Records to process:
= Beginning of Section =

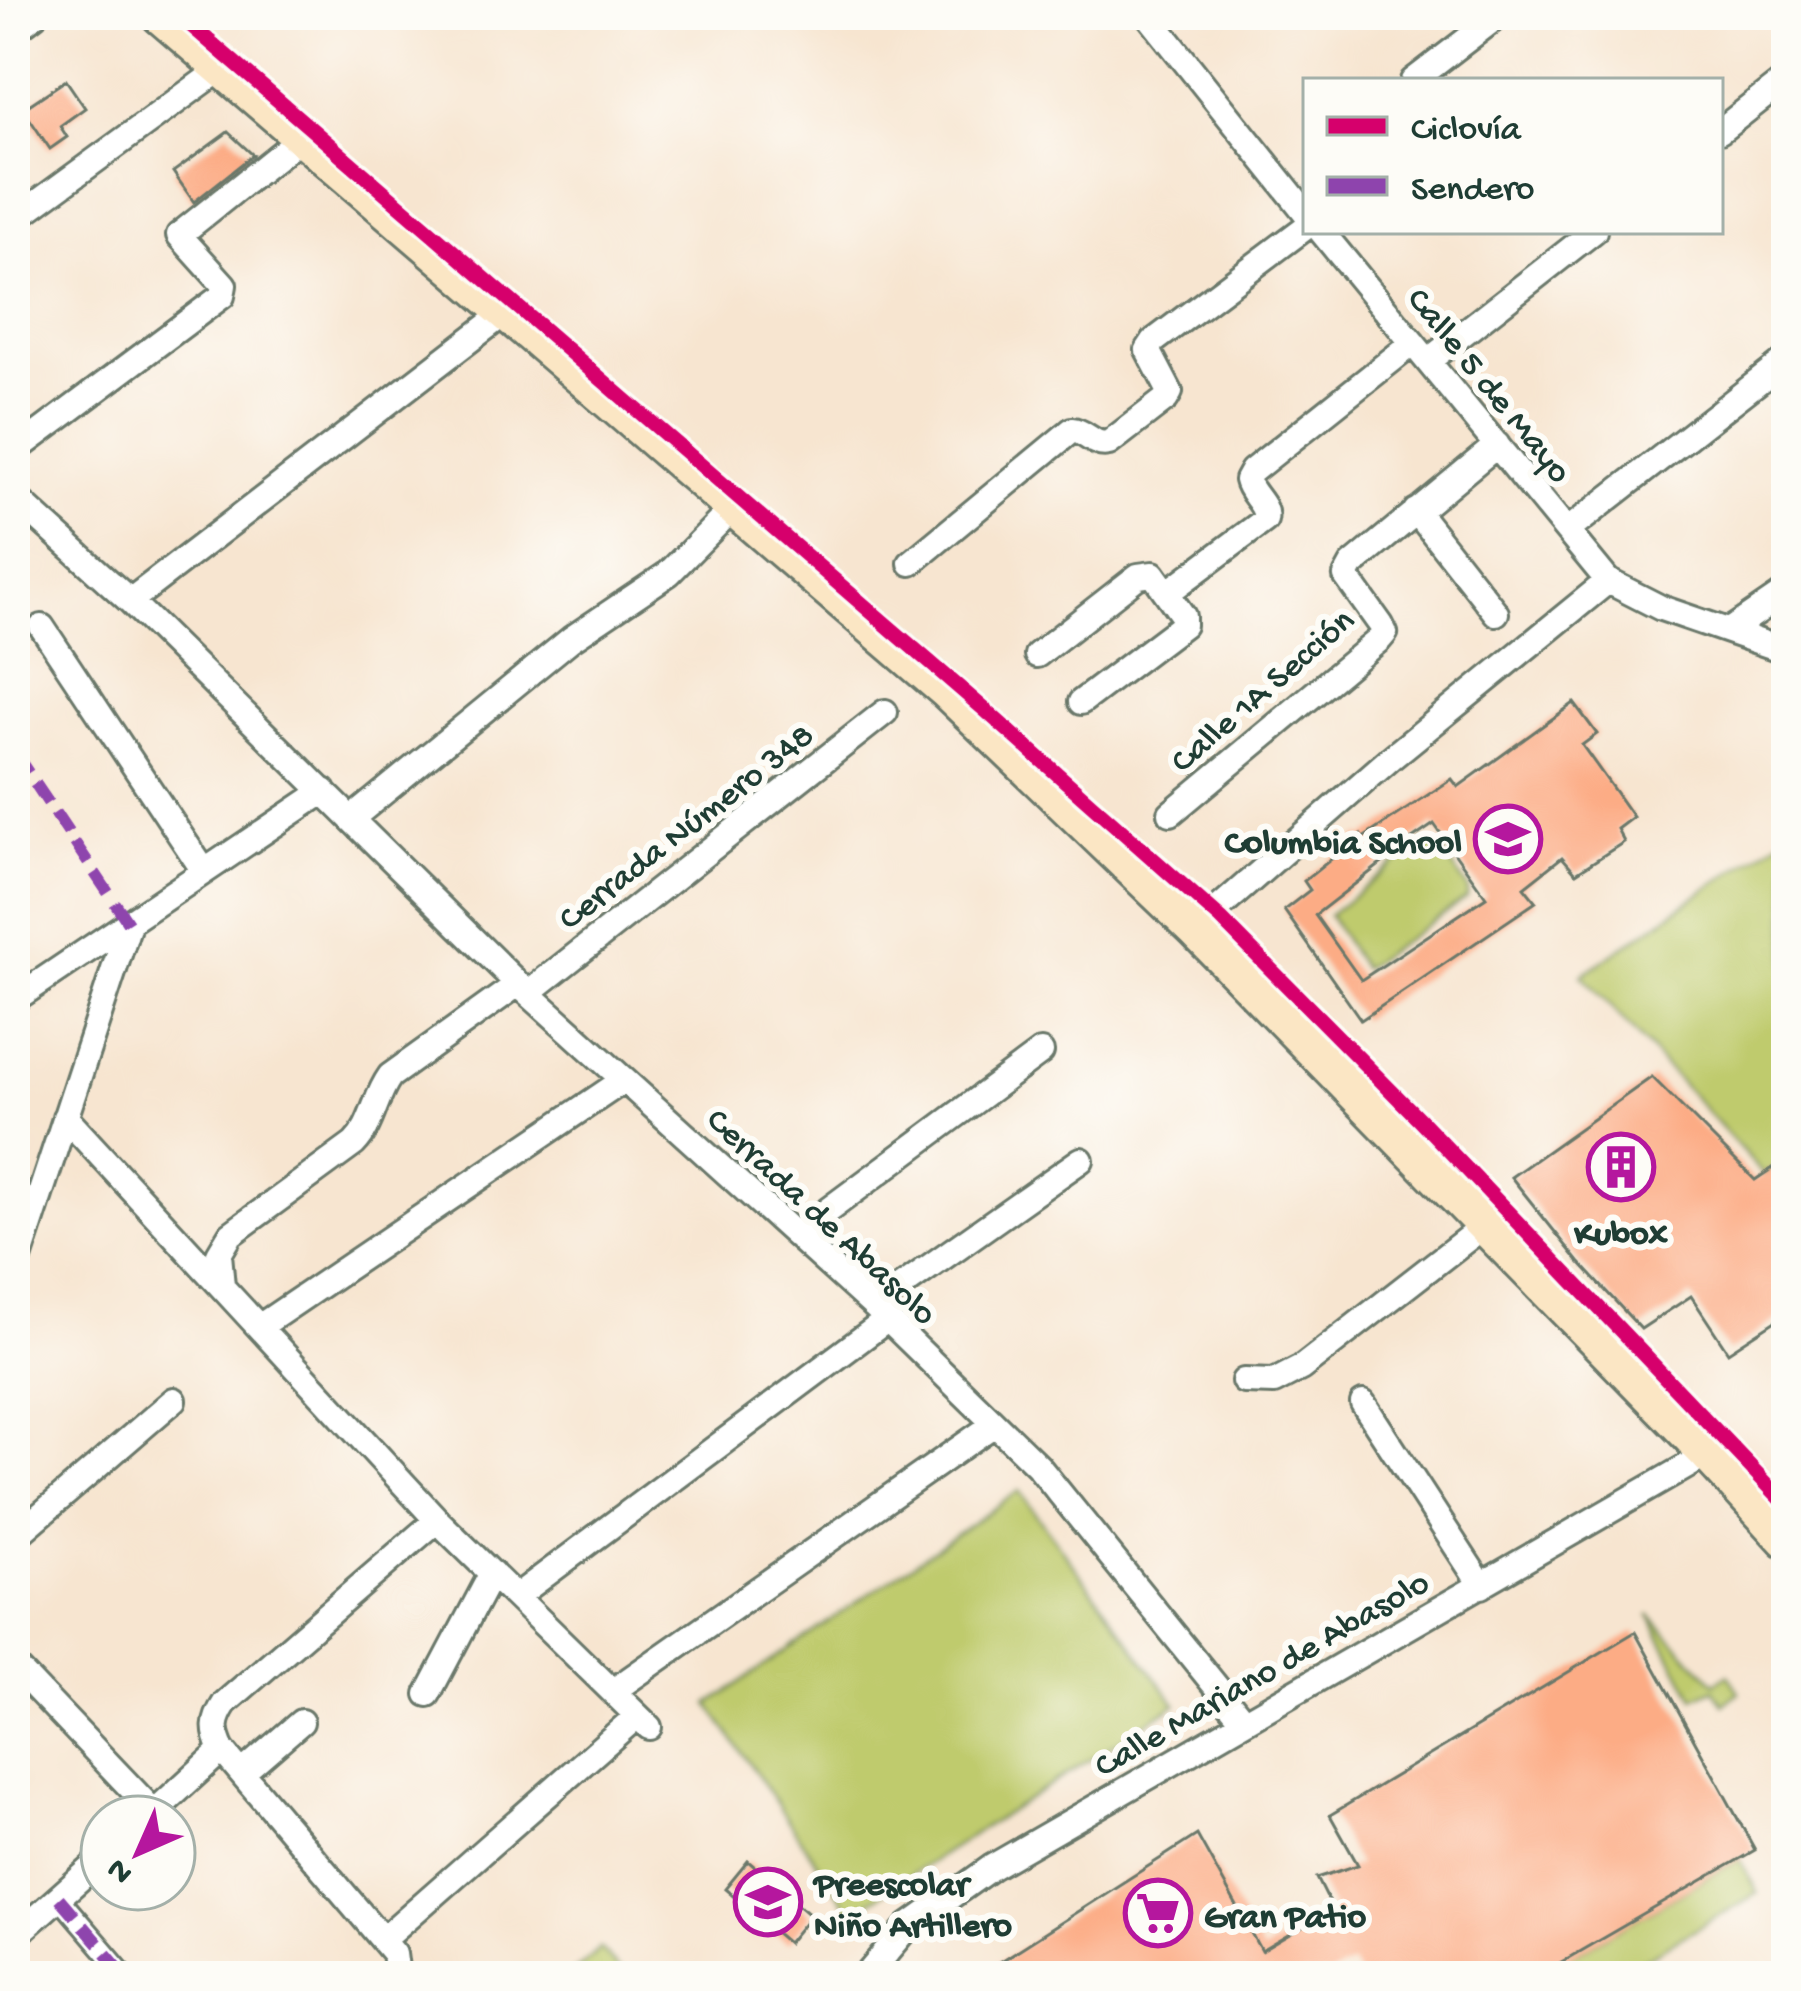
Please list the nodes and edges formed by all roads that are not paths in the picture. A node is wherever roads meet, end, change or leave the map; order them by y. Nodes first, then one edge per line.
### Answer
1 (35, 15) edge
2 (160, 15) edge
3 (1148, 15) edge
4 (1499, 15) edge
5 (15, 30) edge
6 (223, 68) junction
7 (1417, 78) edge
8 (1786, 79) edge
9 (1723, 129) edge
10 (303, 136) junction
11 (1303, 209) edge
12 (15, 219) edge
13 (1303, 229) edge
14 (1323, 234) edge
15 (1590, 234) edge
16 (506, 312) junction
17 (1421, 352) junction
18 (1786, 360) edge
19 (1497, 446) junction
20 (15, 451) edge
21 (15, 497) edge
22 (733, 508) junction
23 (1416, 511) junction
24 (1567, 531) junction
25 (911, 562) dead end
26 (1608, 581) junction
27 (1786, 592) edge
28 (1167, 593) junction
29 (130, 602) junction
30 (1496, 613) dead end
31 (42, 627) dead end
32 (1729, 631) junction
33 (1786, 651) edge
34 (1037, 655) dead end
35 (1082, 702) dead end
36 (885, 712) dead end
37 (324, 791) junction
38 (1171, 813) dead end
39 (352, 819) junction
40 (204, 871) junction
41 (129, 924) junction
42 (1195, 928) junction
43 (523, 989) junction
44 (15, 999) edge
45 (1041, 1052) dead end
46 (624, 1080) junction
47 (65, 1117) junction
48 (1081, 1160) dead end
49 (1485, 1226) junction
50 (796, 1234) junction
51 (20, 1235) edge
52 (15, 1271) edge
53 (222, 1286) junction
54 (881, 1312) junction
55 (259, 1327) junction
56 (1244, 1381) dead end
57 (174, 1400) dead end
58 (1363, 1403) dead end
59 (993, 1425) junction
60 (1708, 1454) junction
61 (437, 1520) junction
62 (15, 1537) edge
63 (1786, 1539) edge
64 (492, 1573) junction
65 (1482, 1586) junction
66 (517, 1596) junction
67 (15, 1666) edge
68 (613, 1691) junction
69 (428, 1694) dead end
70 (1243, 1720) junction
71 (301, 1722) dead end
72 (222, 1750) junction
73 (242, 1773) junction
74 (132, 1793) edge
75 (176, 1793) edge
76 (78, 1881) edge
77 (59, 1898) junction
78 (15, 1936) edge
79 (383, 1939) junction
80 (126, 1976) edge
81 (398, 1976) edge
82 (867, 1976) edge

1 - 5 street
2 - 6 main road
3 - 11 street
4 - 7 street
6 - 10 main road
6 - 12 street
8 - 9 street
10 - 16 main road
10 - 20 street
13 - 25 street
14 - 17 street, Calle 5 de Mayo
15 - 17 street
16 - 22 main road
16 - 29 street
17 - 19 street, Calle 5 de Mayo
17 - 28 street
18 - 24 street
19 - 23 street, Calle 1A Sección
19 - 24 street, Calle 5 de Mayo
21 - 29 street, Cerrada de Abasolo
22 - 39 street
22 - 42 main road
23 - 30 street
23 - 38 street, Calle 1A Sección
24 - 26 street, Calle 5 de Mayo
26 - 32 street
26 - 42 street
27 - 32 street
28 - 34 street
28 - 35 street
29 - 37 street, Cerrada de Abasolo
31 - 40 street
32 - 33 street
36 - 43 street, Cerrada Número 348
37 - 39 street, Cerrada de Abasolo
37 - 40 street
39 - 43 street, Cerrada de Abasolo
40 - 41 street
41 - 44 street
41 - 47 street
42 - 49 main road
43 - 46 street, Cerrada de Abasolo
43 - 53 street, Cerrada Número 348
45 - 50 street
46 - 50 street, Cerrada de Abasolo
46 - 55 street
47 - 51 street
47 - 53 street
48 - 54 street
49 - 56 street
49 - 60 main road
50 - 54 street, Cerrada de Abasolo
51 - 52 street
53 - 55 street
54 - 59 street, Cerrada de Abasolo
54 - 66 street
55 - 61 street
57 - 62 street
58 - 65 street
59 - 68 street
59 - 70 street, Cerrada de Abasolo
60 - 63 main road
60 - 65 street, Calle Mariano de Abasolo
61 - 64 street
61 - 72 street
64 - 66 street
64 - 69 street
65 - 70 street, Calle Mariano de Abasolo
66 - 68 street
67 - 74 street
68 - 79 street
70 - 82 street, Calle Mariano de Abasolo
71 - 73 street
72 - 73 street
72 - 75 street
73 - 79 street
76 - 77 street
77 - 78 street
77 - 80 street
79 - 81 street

= End of Section =

Every line of the material must be returned exactly; leave the images out.

Please list the nodes and edges formed by all roads that are not paths in the picture. A node is wherever roads meet, end, change or leave the map; order them by y. Nodes first, then one edge per line.
### Answer
1 (35, 15) edge
2 (160, 15) edge
3 (1148, 15) edge
4 (1499, 15) edge
5 (15, 30) edge
6 (223, 68) junction
7 (1417, 78) edge
8 (1786, 79) edge
9 (1723, 129) edge
10 (303, 136) junction
11 (1303, 209) edge
12 (15, 219) edge
13 (1303, 229) edge
14 (1323, 234) edge
15 (1590, 234) edge
16 (506, 312) junction
17 (1421, 352) junction
18 (1786, 360) edge
19 (1497, 446) junction
20 (15, 451) edge
21 (15, 497) edge
22 (733, 508) junction
23 (1416, 511) junction
24 (1567, 531) junction
25 (911, 562) dead end
26 (1608, 581) junction
27 (1786, 592) edge
28 (1167, 593) junction
29 (130, 602) junction
30 (1496, 613) dead end
31 (42, 627) dead end
32 (1729, 631) junction
33 (1786, 651) edge
34 (1037, 655) dead end
35 (1082, 702) dead end
36 (885, 712) dead end
37 (324, 791) junction
38 (1171, 813) dead end
39 (352, 819) junction
40 (204, 871) junction
41 (129, 924) junction
42 (1195, 928) junction
43 (523, 989) junction
44 (15, 999) edge
45 (1041, 1052) dead end
46 (624, 1080) junction
47 (65, 1117) junction
48 (1081, 1160) dead end
49 (1485, 1226) junction
50 (796, 1234) junction
51 (20, 1235) edge
52 (15, 1271) edge
53 (222, 1286) junction
54 (881, 1312) junction
55 (259, 1327) junction
56 (1244, 1381) dead end
57 (174, 1400) dead end
58 (1363, 1403) dead end
59 (993, 1425) junction
60 (1708, 1454) junction
61 (437, 1520) junction
62 (15, 1537) edge
63 (1786, 1539) edge
64 (492, 1573) junction
65 (1482, 1586) junction
66 (517, 1596) junction
67 (15, 1666) edge
68 (613, 1691) junction
69 (428, 1694) dead end
70 (1243, 1720) junction
71 (301, 1722) dead end
72 (222, 1750) junction
73 (242, 1773) junction
74 (132, 1793) edge
75 (176, 1793) edge
76 (78, 1881) edge
77 (59, 1898) junction
78 (15, 1936) edge
79 (383, 1939) junction
80 (126, 1976) edge
81 (398, 1976) edge
82 (867, 1976) edge

1 - 5 street
2 - 6 main road
3 - 11 street
4 - 7 street
6 - 10 main road
6 - 12 street
8 - 9 street
10 - 16 main road
10 - 20 street
13 - 25 street
14 - 17 street, Calle 5 de Mayo
15 - 17 street
16 - 22 main road
16 - 29 street
17 - 19 street, Calle 5 de Mayo
17 - 28 street
18 - 24 street
19 - 23 street, Calle 1A Sección
19 - 24 street, Calle 5 de Mayo
21 - 29 street, Cerrada de Abasolo
22 - 39 street
22 - 42 main road
23 - 30 street
23 - 38 street, Calle 1A Sección
24 - 26 street, Calle 5 de Mayo
26 - 32 street
26 - 42 street
27 - 32 street
28 - 34 street
28 - 35 street
29 - 37 street, Cerrada de Abasolo
31 - 40 street
32 - 33 street
36 - 43 street, Cerrada Número 348
37 - 39 street, Cerrada de Abasolo
37 - 40 street
39 - 43 street, Cerrada de Abasolo
40 - 41 street
41 - 44 street
41 - 47 street
42 - 49 main road
43 - 46 street, Cerrada de Abasolo
43 - 53 street, Cerrada Número 348
45 - 50 street
46 - 50 street, Cerrada de Abasolo
46 - 55 street
47 - 51 street
47 - 53 street
48 - 54 street
49 - 56 street
49 - 60 main road
50 - 54 street, Cerrada de Abasolo
51 - 52 street
53 - 55 street
54 - 59 street, Cerrada de Abasolo
54 - 66 street
55 - 61 street
57 - 62 street
58 - 65 street
59 - 68 street
59 - 70 street, Cerrada de Abasolo
60 - 63 main road
60 - 65 street, Calle Mariano de Abasolo
61 - 64 street
61 - 72 street
64 - 66 street
64 - 69 street
65 - 70 street, Calle Mariano de Abasolo
66 - 68 street
67 - 74 street
68 - 79 street
70 - 82 street, Calle Mariano de Abasolo
71 - 73 street
72 - 73 street
72 - 75 street
73 - 79 street
76 - 77 street
77 - 78 street
77 - 80 street
79 - 81 street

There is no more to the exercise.